So it was no surprise that Rep. Jim Marshall, a Georgia Democrat, told constituents on Tuesday that "Georgia is a long way from San Francisco" and reassured them that he would not be casting a vote for Nancy Pelosi for Speaker if they returned him to Washington.
House Democrats are abandoning Pelosi at every turn this campaign season, telling voters that she does not represent them. Their Republican counterparts, of course, argue that you can judge a man by the company he keeps. Both arguments ultimately beg the question, who does Nancy Pelosi really represent?

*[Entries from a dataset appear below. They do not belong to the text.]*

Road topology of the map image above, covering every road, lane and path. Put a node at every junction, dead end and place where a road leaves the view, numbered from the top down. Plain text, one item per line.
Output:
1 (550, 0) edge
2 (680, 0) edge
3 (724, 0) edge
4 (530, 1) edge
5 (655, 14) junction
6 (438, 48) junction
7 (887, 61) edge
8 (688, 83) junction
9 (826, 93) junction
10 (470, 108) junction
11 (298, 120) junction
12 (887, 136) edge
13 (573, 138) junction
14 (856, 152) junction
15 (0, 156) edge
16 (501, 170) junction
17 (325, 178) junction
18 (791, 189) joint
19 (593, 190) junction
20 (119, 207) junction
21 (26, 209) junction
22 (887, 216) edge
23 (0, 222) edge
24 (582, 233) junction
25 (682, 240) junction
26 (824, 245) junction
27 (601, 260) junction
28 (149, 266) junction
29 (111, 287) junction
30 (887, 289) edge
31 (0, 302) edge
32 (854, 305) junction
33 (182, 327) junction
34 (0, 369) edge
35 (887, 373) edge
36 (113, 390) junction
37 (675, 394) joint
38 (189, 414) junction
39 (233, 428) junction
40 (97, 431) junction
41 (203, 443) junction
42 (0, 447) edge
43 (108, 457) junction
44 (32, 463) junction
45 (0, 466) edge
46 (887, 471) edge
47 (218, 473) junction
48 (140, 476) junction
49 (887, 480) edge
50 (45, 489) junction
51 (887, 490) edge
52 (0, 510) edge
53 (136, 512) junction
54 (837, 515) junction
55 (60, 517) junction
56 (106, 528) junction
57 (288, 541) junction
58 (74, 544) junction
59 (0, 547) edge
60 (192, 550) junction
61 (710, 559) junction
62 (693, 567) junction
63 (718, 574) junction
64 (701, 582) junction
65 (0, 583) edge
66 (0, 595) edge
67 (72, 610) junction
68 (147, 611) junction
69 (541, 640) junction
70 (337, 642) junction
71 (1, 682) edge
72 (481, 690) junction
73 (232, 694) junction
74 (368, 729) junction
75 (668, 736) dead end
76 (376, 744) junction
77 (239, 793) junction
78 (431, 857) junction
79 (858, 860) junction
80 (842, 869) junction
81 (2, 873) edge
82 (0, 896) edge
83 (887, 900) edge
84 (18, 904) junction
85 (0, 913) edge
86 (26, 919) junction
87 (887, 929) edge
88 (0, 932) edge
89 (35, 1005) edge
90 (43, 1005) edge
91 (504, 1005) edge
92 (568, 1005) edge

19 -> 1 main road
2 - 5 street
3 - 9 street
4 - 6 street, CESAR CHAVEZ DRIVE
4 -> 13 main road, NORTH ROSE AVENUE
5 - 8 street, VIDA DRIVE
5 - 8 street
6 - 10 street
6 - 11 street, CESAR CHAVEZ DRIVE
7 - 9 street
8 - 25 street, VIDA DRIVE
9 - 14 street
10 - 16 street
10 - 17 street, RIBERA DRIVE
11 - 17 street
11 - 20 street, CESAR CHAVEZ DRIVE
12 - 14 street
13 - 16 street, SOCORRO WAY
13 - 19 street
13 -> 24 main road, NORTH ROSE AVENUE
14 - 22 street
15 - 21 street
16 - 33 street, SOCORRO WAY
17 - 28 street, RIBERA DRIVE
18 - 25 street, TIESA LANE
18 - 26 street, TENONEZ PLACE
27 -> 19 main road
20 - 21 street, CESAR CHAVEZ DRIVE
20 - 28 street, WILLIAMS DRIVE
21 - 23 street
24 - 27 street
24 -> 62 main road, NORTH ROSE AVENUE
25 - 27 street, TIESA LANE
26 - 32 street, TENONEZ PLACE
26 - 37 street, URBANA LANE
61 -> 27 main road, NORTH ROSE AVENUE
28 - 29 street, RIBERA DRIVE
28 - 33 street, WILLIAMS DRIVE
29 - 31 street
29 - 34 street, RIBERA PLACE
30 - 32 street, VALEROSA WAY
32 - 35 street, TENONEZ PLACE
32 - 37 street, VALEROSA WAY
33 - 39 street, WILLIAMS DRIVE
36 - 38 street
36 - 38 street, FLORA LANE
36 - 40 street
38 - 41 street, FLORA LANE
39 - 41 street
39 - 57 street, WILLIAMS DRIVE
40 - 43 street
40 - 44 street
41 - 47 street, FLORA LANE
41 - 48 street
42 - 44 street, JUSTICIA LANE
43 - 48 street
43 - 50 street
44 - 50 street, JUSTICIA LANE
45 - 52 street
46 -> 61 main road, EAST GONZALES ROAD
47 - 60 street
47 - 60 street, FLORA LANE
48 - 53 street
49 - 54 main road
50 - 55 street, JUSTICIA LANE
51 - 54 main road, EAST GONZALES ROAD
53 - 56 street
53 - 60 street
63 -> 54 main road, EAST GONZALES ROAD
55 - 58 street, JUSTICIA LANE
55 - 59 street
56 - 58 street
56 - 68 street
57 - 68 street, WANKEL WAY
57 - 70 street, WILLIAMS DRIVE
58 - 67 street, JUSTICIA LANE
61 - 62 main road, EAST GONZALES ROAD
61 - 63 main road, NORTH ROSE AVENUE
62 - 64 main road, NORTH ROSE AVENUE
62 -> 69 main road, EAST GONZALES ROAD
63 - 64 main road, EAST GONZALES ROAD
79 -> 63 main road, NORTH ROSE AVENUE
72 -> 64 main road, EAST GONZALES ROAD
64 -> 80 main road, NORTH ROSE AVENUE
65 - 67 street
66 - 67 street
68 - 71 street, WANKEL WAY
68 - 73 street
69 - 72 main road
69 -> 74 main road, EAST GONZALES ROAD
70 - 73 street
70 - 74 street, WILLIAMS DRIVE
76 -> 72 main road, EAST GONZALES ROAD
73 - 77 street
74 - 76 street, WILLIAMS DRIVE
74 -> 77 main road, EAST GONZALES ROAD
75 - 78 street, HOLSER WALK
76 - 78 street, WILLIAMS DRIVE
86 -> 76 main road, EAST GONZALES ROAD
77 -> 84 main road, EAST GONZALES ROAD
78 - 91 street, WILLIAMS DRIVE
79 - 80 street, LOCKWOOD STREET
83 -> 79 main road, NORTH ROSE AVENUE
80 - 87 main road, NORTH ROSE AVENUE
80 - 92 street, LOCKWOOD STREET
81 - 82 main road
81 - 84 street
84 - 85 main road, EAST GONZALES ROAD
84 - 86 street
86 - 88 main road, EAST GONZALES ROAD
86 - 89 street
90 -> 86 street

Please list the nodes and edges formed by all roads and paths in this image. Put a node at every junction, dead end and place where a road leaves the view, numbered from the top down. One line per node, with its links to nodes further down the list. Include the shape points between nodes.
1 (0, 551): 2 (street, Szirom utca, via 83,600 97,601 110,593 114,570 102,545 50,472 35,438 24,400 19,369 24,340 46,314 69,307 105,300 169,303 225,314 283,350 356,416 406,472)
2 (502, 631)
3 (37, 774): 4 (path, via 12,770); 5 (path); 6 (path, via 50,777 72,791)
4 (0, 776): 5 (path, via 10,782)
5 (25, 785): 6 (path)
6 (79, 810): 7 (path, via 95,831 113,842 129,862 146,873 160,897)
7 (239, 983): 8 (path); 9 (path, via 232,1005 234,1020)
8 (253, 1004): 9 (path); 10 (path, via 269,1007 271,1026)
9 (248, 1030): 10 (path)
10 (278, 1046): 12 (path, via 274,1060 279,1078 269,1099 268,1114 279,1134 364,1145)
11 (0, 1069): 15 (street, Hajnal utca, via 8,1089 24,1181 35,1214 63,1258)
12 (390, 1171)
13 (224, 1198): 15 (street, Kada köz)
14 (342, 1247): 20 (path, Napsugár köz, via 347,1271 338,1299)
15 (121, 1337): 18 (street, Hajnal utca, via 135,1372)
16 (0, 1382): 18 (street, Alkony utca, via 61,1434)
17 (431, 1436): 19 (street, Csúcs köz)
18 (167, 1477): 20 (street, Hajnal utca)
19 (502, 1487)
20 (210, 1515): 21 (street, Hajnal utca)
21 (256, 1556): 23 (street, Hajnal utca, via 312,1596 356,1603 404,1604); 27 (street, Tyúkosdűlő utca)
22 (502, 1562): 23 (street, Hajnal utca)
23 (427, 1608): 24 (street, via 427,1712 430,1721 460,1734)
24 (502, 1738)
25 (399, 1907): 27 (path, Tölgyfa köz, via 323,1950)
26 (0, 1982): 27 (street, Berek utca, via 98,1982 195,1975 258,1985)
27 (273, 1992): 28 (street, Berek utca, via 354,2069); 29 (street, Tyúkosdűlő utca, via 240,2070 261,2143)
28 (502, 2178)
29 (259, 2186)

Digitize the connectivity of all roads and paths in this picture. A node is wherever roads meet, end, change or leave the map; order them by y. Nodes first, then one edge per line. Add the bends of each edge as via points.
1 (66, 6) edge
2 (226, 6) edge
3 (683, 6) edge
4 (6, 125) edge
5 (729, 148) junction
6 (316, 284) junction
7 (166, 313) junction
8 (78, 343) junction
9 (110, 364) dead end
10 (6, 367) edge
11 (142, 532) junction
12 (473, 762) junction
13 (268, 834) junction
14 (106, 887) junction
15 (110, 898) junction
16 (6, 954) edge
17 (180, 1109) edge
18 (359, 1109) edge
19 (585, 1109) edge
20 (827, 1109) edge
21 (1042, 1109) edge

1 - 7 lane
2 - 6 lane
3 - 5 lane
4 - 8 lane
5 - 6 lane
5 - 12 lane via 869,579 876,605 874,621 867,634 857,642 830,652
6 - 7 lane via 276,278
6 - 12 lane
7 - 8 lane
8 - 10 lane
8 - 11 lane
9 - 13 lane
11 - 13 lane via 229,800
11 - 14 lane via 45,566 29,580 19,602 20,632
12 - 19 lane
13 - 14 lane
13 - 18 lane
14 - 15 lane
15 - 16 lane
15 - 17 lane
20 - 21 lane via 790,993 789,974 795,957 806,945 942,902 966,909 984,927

I took a look at the demographics of her district in San Francisco and compared it with Pennsylvania's 10th, where the NRCC is running ads accusing Rep. Chris Carney of standing with Pelosi 91 percent of the time, according to Politico. Here's the demographic breakdown:
The northeast corner of Pennsylvania is a land of crevassed valleys and rugged mountains, criss-crossed by giant viaducts built for the railroads linking the East Coast with the Great Lakes and the mines to the big cities that heated their houses with the region's anthracite coal.
- 12.6% veterans
- 93.9% white
- 19.7% college graduates
- $124,600 median home value
- 44.6% urban
- 45% Obama vote
On a sunny day, San Francisco looks almost tropical, with brown mountains baking in the sun and light shining off the pastel stucco buildings. ... The city has elected strong liberal politicians, notably Mayor George Moscone and the first openly gay supervisor, Harvey Milk.
- 5.1% veterans
- 44.3% white
- 48.5% college graduates
- $763,100 median home value
- 100% urban
- 85% Obama vote
The map below, from the San Francisco Department of Elections, shows the city's votes in the 2008 Democratic primary. Pelosi represents everywhere except the southwestern quadrant. We can't tell a lot from this map except that Pelosi's constituency is very urban and very pro-Obama.